Unsuk Chin desafía las etiquetas al recibir el Premio Fronteras del Conocimiento

Imagen: El País
Unsuk Chin llegó a Bilbao para recibir el Premio Fronteras del Conocimiento y lanzó un mensaje nítido: su obra no cabe en etiquetas nacionales. La compositora, afincada en Berlín, defiende una música abierta, capaz de condensar un universo en un solo sonido.
Unsuk Chin volvió a situarse en el centro del mapa musical europeo al recibir en Bilbao el Premio Fronteras del Conocimiento de la Fundación BBVA, un reconocimiento que la confirma como una de las voces más influyentes de la creación contemporánea. Pero más allá del galardón, la compositora dejó una advertencia que dice mucho sobre su trayectoria y sobre la forma en que todavía se mira a los artistas nacidos fuera de Europa occidental: no acepta que la reduzcan a la condición de “compositora coreana”. Su obra, sostiene, pertenece a un territorio más amplio que el de la etiqueta identitaria con la que a menudo se intenta ordenar el arte.

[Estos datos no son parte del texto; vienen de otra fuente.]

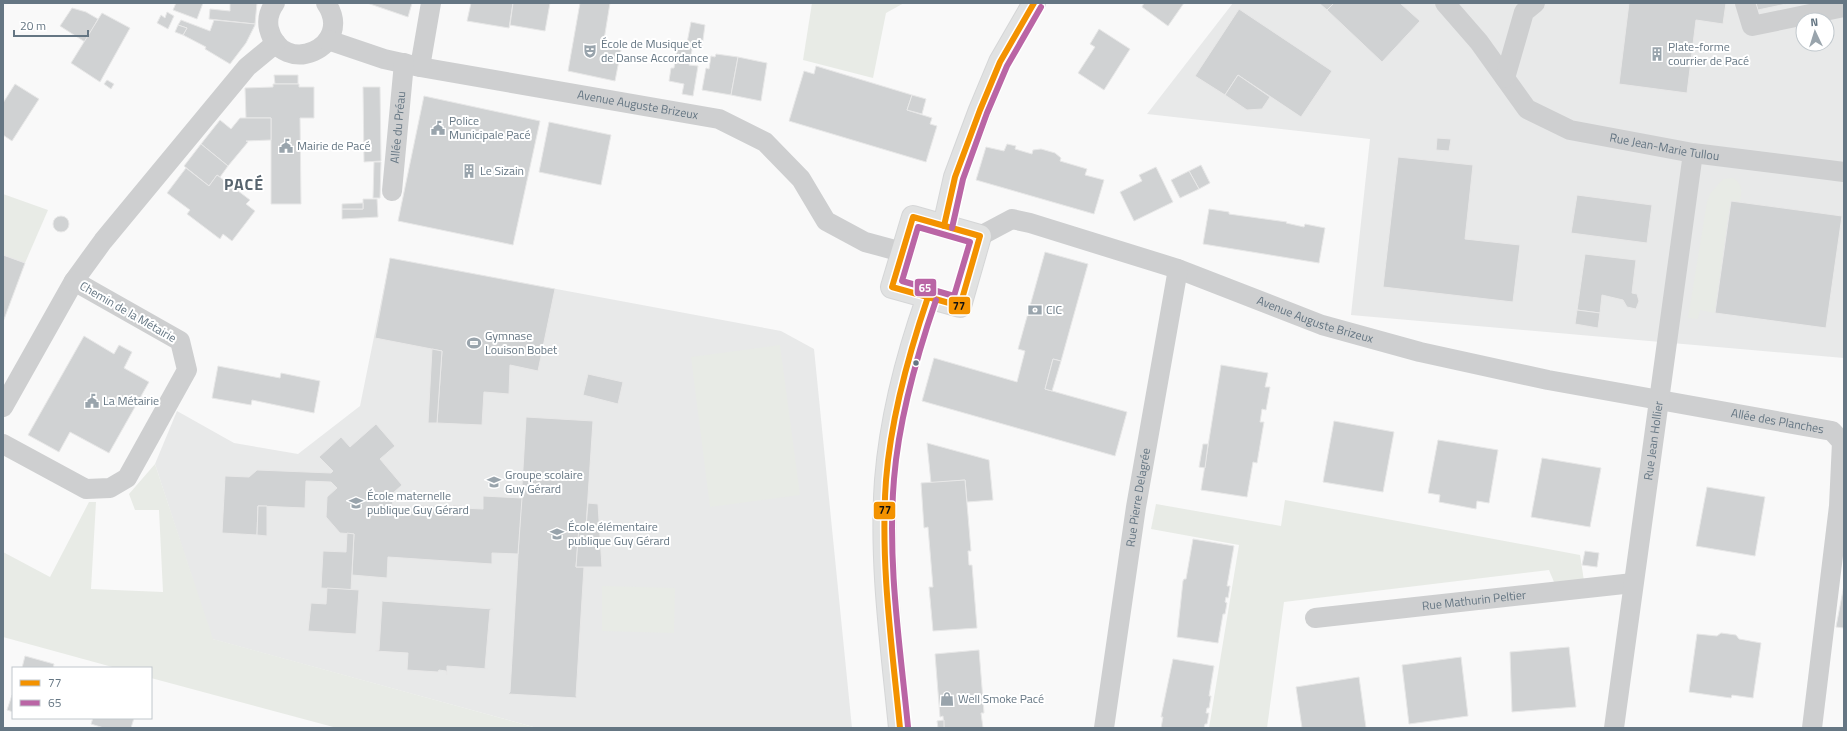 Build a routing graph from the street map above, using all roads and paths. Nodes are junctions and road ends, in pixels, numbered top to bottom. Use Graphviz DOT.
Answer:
graph roads {
  1 [pos="275,3"];
  2 [pos="326,3"];
  3 [pos="431,3"];
  4 [pos="1034,3"];
  5 [pos="1445,3"];
  6 [pos="1535,3"];
  7 [pos="1745,3"];
  8 [pos="1844,7"];
  9 [pos="328,40"];
  10 [pos="276,43"];
  11 [pos="412,65"];
  12 [pos="1505,78"];
  13 [pos="1693,153"];
  14 [pos="1844,172"];
  15 [pos="392,191"];
  16 [pos="944,226"];
  17 [pos="980,236"];
  18 [pos="902,252"];
  19 [pos="1178,268"];
  20 [pos="74,281"];
  21 [pos="928,297"];
  22 [pos="1661,401"];
  23 [pos="3,407"];
  24 [pos="3,444"];
  25 [pos="1841,507"];
  26 [pos="1633,583"];
  27 [pos="1315,618"];
  28 [pos="900,728"];
  29 [pos="1104,728"];
  30 [pos="1614,728"];
  31 [pos="1812,728"];
  1 -- 10 [label="street"];
  2 -- 9 [label="street"];
  3 -- 11 [label="street, Allée du Préau"];
  4 -- 16 [label="street"];
  5 -- 12 [label="street, Rue Jean-Marie Tullou"];
  6 -- 12 [label="street"];
  7 -- 8 [label="street"];
  9 -- 10 [label="street"];
  9 -- 11 [label="street, Avenue Auguste Brizeux"];
  10 -- 20 [label="street, Chemin de la Métairie"];
  11 -- 15 [label="street, Allée du Préau"];
  11 -- 18 [label="street, Avenue Auguste Brizeux"];
  12 -- 13 [label="street, Rue Jean-Marie Tullou"];
  13 -- 14 [label="street, Rue Jean-Marie Tullou"];
  13 -- 22 [label="street, Rue Jean Hollier"];
  16 -- 17 [label="street"];
  16 -- 18 [label="street"];
  17 -- 19 [label="street, Avenue Auguste Brizeux"];
  17 -- 21 [label="street"];
  18 -- 21 [label="street"];
  19 -- 22 [label="street, Avenue Auguste Brizeux"];
  19 -- 29 [label="street, Rue Pierre Delagrée"];
  20 -- 23 [label="street, Chemin de la Métairie"];
  20 -- 24 [label="street, Chemin de la Métairie"];
  21 -- 28 [label="street"];
  22 -- 25 [label="street, Allée des Planches"];
  22 -- 26 [label="street, Rue Jean Hollier"];
  25 -- 31 [label="street, Allée des Planches"];
  26 -- 27 [label="street, Rue Mathurin Peltier"];
  26 -- 30 [label="street, Rue Jean Hollier"];
}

La creadora afincada en Berlín ha construido una carrera que desafía las casillas cómodas. Su música circula entre la precisión estructural y la imaginación sonora, entre la disciplina de la tradición académica y una búsqueda casi física de nuevos colores, texturas y respiraciones. En Bilbao, el premio no solo reconoció una trayectoria consolidada, sino también una idea de la composición que no se somete a fronteras geográficas ni a expectativas folclóricas. En ese sentido, su planteamiento es claro: una obra no tiene por qué explicar un origen, sino abrir un espacio de escucha propio. Esa es una posición importante en un mundo cultural que sigue preguntando de dónde viene un creador antes de preguntarse qué está proponiendo.
La discusión importa porque revela algo más profundo que una simple incomodidad con una etiqueta. En la música clásica y contemporánea, como en otras artes, la diversidad suele celebrarse mientras no incomode las jerarquías heredadas. A los artistas asiáticos, africanos o latinoamericanos todavía se les pide con frecuencia una función representativa: que encarnen una tradición, un país o una identidad. Chin se rebela contra esa expectativa y reivindica lo contrario, una obra libre de marcos reductores, donde el sonido no sirve para confirmar estereotipos sino para expandirlos. Su postura también dialoga con el debate global sobre quién define el canon, qué repertorios circulan y bajo qué criterios una obra se considera universal.
Que una compositora como Chin reciba en España uno de los premios científicos y culturales más influyentes de la Fundación BBVA tiene un valor simbólico que va más allá del protocolo. En tiempos en que la cultura se usa a menudo como vitrina de diversidad sin tocar las estructuras que la limitan, su voz recuerda que la verdadera apertura no consiste en etiquetar mejor, sino en escuchar distinto. Y ahí está la fuerza de su mensaje: un solo sonido, bien pensado, puede contener mucho más que una procedencia; puede contener una visión del mundo.